How to complete this task: Let your answer be the line containing "middle dip: (502, 324)" and every line below it to the end of the records, copied exactly.

Human pose keypoint data:

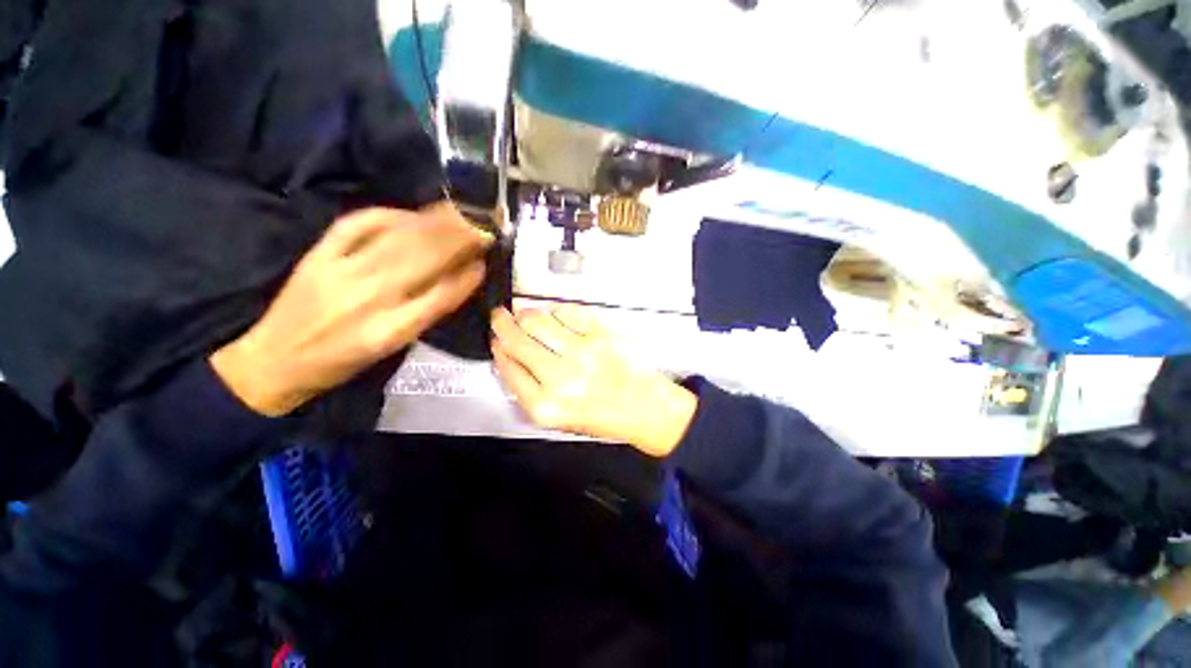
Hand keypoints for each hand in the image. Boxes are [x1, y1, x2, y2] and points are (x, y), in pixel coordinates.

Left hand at [211, 203, 490, 415]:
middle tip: (482, 224)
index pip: (442, 295)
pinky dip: (387, 214)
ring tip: (458, 212)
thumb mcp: (393, 347)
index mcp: (390, 330)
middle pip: (423, 259)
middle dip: (459, 238)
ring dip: (433, 223)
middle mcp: (368, 299)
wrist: (275, 360)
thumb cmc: (343, 362)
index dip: (468, 275)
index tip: (486, 258)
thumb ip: (428, 312)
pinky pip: (356, 225)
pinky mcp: (317, 256)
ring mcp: (340, 272)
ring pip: (397, 239)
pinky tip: (410, 213)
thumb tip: (462, 277)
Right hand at [490, 306, 697, 456]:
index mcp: (546, 407)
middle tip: (500, 315)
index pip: (508, 369)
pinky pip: (568, 311)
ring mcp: (583, 353)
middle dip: (502, 324)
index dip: (498, 350)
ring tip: (526, 314)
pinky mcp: (602, 335)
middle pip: (517, 340)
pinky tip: (555, 315)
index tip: (496, 341)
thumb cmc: (602, 415)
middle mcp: (561, 378)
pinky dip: (556, 309)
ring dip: (526, 313)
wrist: (644, 408)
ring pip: (538, 320)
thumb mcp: (557, 418)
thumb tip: (509, 356)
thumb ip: (529, 390)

Answer section:
middle dip: (502, 324)
index dip: (498, 350)
ring tip: (526, 314)
pinky mcp: (602, 335)
middle pip: (517, 340)
pinky tip: (555, 315)
index tip: (496, 341)
thumb cmc: (602, 415)
middle mcp: (561, 378)
pinky dip: (556, 309)
ring dip: (526, 313)
wrist: (644, 408)
ring pip: (538, 320)
thumb mcp: (557, 418)
thumb tip: (509, 356)
thumb ip: (529, 390)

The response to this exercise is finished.